The Trouble with Poetry
and Other Poems
by Billy Collins
Random House, 88 pp., $22.95

Billy Collins has been called an "accessible" poet. I won't besmirch him or his work with that label. Microsoft Word is accessible, extra-wide toilet stalls are accessible--not Collins's finely crafted, rich verse. "Accessible" seems to imply we can pick up his latest collection and digest it like an inverted-pyramid account of a city council meeting, or the instructions for a new coffeemaker.

In photography, there's an old adage: if it can't be good, make it big and red. At least the photo will stand out. Incomprehensibility masquerading as depth is poetry's biggest dodge. Collins is a good enough poet that he doesn't have to make his work big and red. He has no need to hide behind a web of cryptic, convoluted verbiage. His poetry is penetrable, but never simplistic, never easy.

Walker Percy once said a person can know the meaning of life, but still has to find a way to make it through Wednesday afternoon.

This causes Collins the poet no undue existential strain. He is the poet of a Wednesday afternoon, the poet of the everyday. He casts a sensitive--at times ironic, at other times witty--eye upon the everyday moments of life. With his deft touch, the mystery in the ordinary comes alive.

"Monday" encapsulates his creed:

The birds are in their trees
the toast is in the toaster
and the poets are at their windows. . . . The clerks at their desks,
the miners are down in their mines,
and the poets are looking out their windows
maybe with a cigarette, a cup of tea,
and maybe a flannel shirt or bathrobe is involved.
From a window, no matter the window,
there is always something to see--
a bird grasping a thin branch,
the headlights of a taxi rounding a corner,
those two boys in wool caps angling across the street.

There's nothing overly romanticized or drearily politicized; nothing of the confessional. Instead, there's attention to detail, mindfulness. But Collins, a former Poet Laureate, may be also hinting that something is missing in today's poetry.

Just think--
before the invention of the window,
the poets would have had to put on a jacket
and a winter hat to go outside
or remain indoors with only a wall to stare at.
And when I say a wall,
I do not mean a wall with striped wallpaper
and a sketch of a cow in a frame.
I mean a cold wall of fieldstones,
the wall of the medieval sonnet,
the original woman's heart of stone,
the stone caught in the throat of her poet-lover.

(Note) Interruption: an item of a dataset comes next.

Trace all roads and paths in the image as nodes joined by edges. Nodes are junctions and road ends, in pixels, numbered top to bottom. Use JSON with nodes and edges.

In an age that lacks an overarching metaphysical vision, the ancient themes may be particularly difficult. Still, they're not impossible, and Collins himself is able to speak to such perennial subjects as death and time without resorting to mere repetition of past masters or trite observations. A good example is "Reaper."

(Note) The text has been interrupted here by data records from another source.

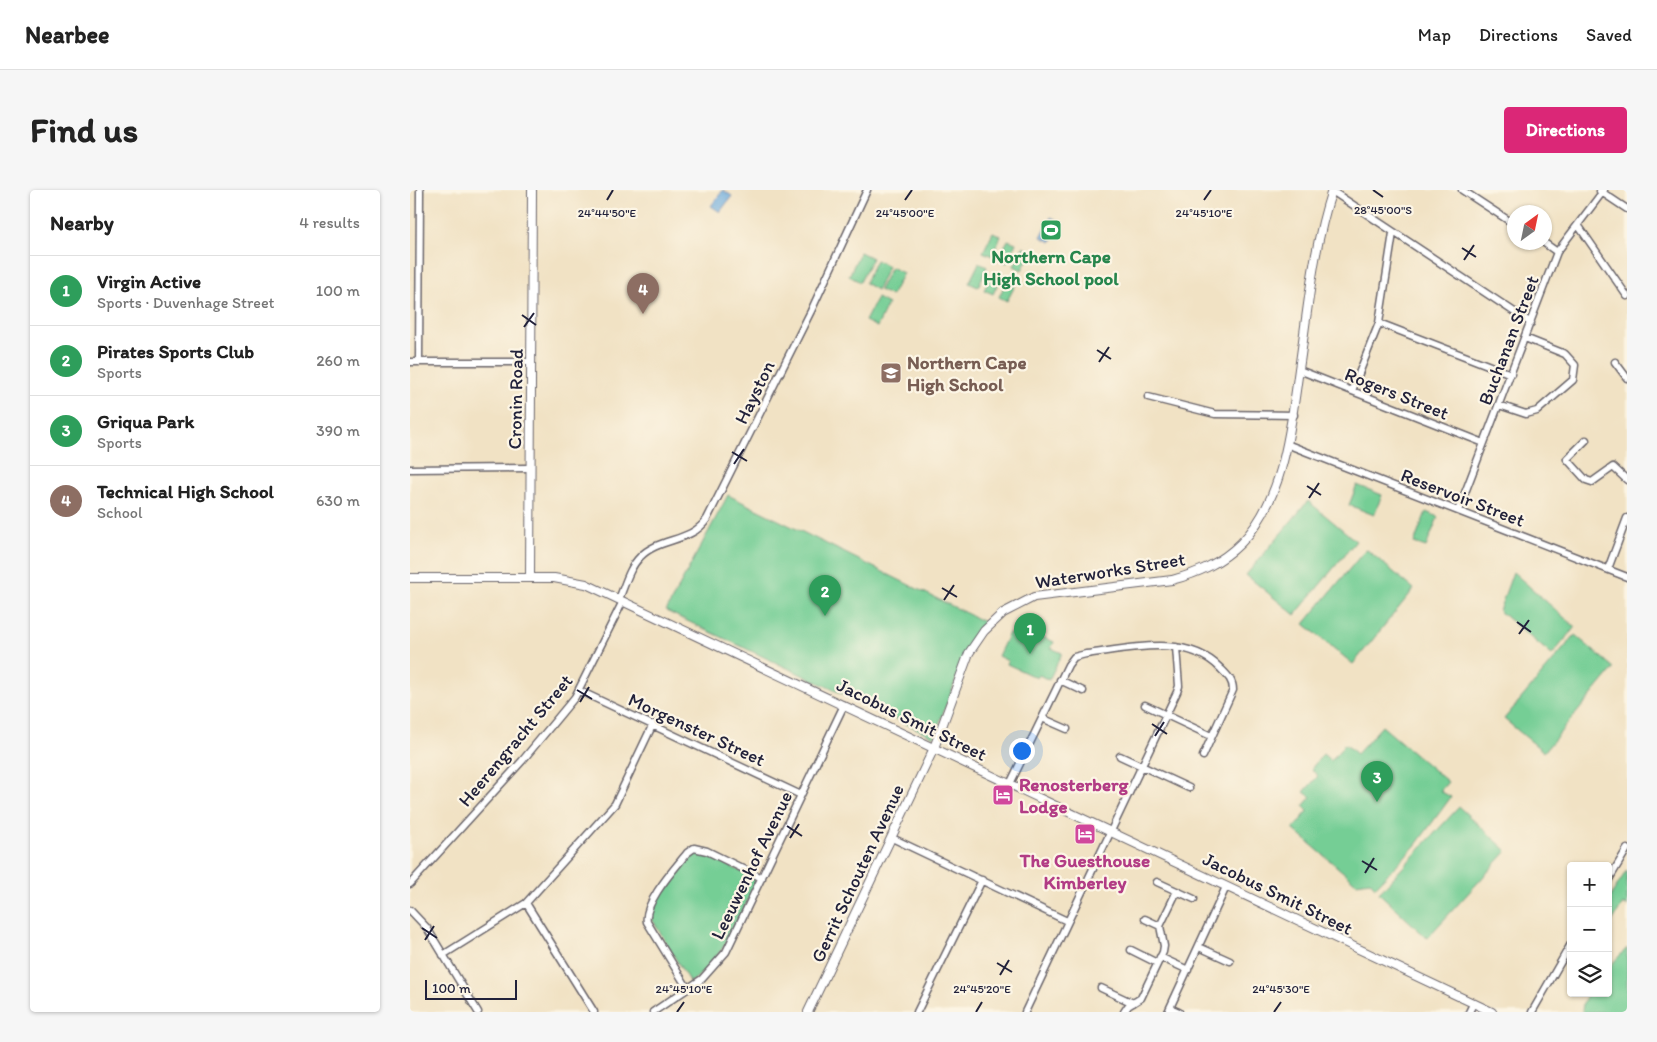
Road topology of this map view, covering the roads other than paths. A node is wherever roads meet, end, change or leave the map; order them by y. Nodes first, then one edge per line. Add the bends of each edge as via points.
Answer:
1 (420, 190) edge
2 (532, 190) edge
3 (868, 190) edge
4 (1462, 190) edge
5 (1332, 191) edge
6 (1602, 191) edge
7 (1627, 209) edge
8 (1507, 219) edge
9 (1578, 225) junction
10 (1393, 232) junction
11 (1552, 248) edge
12 (1557, 252) junction
13 (1627, 296) edge
14 (1379, 323) junction
15 (1531, 323) junction
16 (1524, 338) junction
17 (410, 362) edge
18 (419, 362) junction
19 (531, 362) junction
20 (1615, 362) dead end
21 (1299, 370) junction
22 (1511, 374) junction
23 (1627, 378) edge
24 (1352, 391) junction
25 (1148, 397) dead end
26 (1499, 405) junction
27 (1294, 415) junction
28 (1586, 440) dead end
29 (1484, 443) junction
30 (1289, 445) junction
31 (530, 468) junction
32 (410, 469) edge
33 (1627, 480) edge
34 (1458, 511) junction
35 (1627, 518) edge
36 (1608, 569) junction
37 (1627, 577) edge
38 (410, 578) edge
39 (530, 578) junction
40 (621, 600) junction
41 (1176, 647) junction
42 (1060, 680) junction
43 (580, 691) junction
44 (1083, 691) dead end
45 (844, 705) junction
46 (1145, 705) dead end
47 (1166, 715) junction
48 (1042, 718) junction
49 (653, 724) junction
50 (1067, 729) dead end
51 (1212, 736) junction
52 (934, 748) junction
53 (1120, 756) dead end
54 (1203, 756) dead end
55 (1141, 766) junction
56 (1010, 784) junction
57 (1190, 788) dead end
58 (801, 795) junction
59 (1111, 831) junction
60 (892, 838) junction
61 (1627, 849) edge
62 (1612, 874) edge
63 (762, 878) junction
64 (982, 880) junction
65 (1157, 882) dead end
66 (410, 884) edge
67 (1226, 887) junction
68 (1177, 891) junction
69 (1194, 899) dead end
70 (526, 903) junction
71 (410, 910) edge
72 (1145, 919) dead end
73 (1067, 921) junction
74 (1160, 926) junction
75 (1199, 946) junction
76 (1131, 950) dead end
77 (1567, 951) edge
78 (443, 955) junction
79 (1159, 960) junction
80 (1230, 961) dead end
81 (1188, 970) junction
82 (1101, 988) dead end
83 (688, 989) junction
84 (1134, 1003) junction
85 (1473, 1004) junction
86 (1169, 1010) edge
87 (478, 1012) edge
88 (594, 1012) edge
89 (653, 1012) edge
90 (808, 1012) edge
91 (917, 1012) edge
92 (1025, 1012) edge
93 (1124, 1012) edge
94 (1180, 1012) edge
95 (1469, 1012) edge
96 (1492, 1012) edge
97 (1532, 1012) edge

1 - 18 street
2 - 19 street, Cronin Road
3 - 40 street, Hayston via 707,519 701,528 688,536 654,547 641,556 630,571
4 - 8 street
5 - 10 street
5 - 21 street, Waterworks Street via 1315,254
6 - 7 street
6 - 9 street, Buchanan Street
9 - 12 street, Buchanan Street
9 - 13 street
10 - 14 street
10 - 15 street
11 - 12 street
12 - 15 street, Buchanan Street
14 - 22 street
14 - 24 street
15 - 16 street, Buchanan Street
16 - 22 street, Buchanan Street
16 - 26 street via 1570,357 1575,365 1573,380 1532,414
17 - 18 street
18 - 19 street
19 - 31 street, Cronin Road
20 - 23 street
21 - 24 street, Rogers Street
21 - 27 street, Waterworks Street
22 - 26 street, Buchanan Street
24 - 29 street, Rogers Street
25 - 27 street via 1215,414
26 - 29 street, Buchanan Street
27 - 30 street, Waterworks Street
28 - 33 street via 1567,459 1586,480 1592,482 1613,467
29 - 34 street, Buchanan Street
30 - 34 street, Reservoir Street
30 - 52 street, Waterworks Street via 1260,517 1242,542 1210,567 1172,580 1047,594 1012,607 996,619 969,653
31 - 32 street
31 - 39 street, Cronin Road
34 - 36 street, Reservoir Street
35 - 36 street
36 - 37 street, Reservoir Street
38 - 39 street, Jacobus Smit Street
39 - 40 street, Jacobus Smit Street via 573,580
40 - 43 street, Heerengracht Street
40 - 45 street, Jacobus Smit Street
41 - 42 street via 1079,655 1068,665
41 - 47 street via 1179,686
41 - 51 street via 1206,656 1233,684
42 - 44 street
42 - 48 street
43 - 49 street, Morgenster Street
43 - 66 street, Heerengracht Street via 522,762
45 - 52 street, Jacobus Smit Street
45 - 58 street, Leeuwenhof Avenue
46 - 47 street
47 - 51 street
47 - 55 street
48 - 50 street
48 - 56 street
49 - 58 street, Morgenster Street
49 - 70 street via 615,804
51 - 54 street
52 - 56 street, Jacobus Smit Street
52 - 60 street, Gerrit Schouten Avenue
53 - 55 street
55 - 57 street
55 - 59 street
56 - 59 street, Jacobus Smit Street
58 - 63 street, Leeuwenhof Avenue
59 - 67 street, Jacobus Smit Street
59 - 73 street
60 - 64 street
60 - 90 street, Gerrit Schouten Avenue
61 - 62 street
63 - 83 street, Leeuwenhof Avenue via 726,952 710,973
63 - 83 street via 707,851 694,848 687,852 653,900 646,913 647,922
64 - 73 street
64 - 91 street
65 - 68 street
67 - 75 street
67 - 85 street, Jacobus Smit Street
68 - 69 street
68 - 74 street
70 - 78 street
70 - 88 street
71 - 78 street
72 - 74 street
73 - 92 street
74 - 79 street via 1164,946
75 - 80 street
75 - 81 street
76 - 79 street
77 - 97 street
78 - 87 street
79 - 81 street
79 - 84 street via 1141,998
81 - 86 street
82 - 84 street
83 - 89 street, Leeuwenhof Avenue
84 - 93 street
85 - 95 street
85 - 96 street, Jacobus Smit Street
86 - 94 street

Driving along a country road on a spring morning,

I caught the look of a man on the roadside
who was carrying an enormous scythe on his shoulder.
He was not wearing a long black cloak
with a hood to conceal his skull --
rather a torn white tee-shirt
and a pair of loose khaki trousers.
But still, as I flew past him,
he turned and met my glance
as if I had an appointment in Samarra,
not just the usual lunch at the Raccoon Lodge.

The man with the scythe unnerved him. Neither a wave nor a thumbs-up would ease the fear.

And there was nothing to do
but keep driving, turn off the radio,
and notice how white the houses were,
how red the barns, and green the sloping fields.

> What is The Trouble with Poetry? Poetry, writes Collins, encourages the writing of more poetry,
more guppies crowding the fish tank,
more baby rabbits
hopping out of their mothers into the dewy grass.

He ponders how this will ever end:

unless the day finally arrives
when we have compared everything in the world
to everything else in the world,
and there is nothing left to do
but quietly close our notebooks
and sit with our hands folded on our desks.

The day has not come. Poetry fills him with joy and sorrow, [b]ut mostly . . . / with the urge to write more poetry, / to sit in the dark and wait for a little flame / to appear at the tip of my pencil. The trouble with poetry is a good trouble to have.

R. Andrew Newman writes and teaches in Nebraska.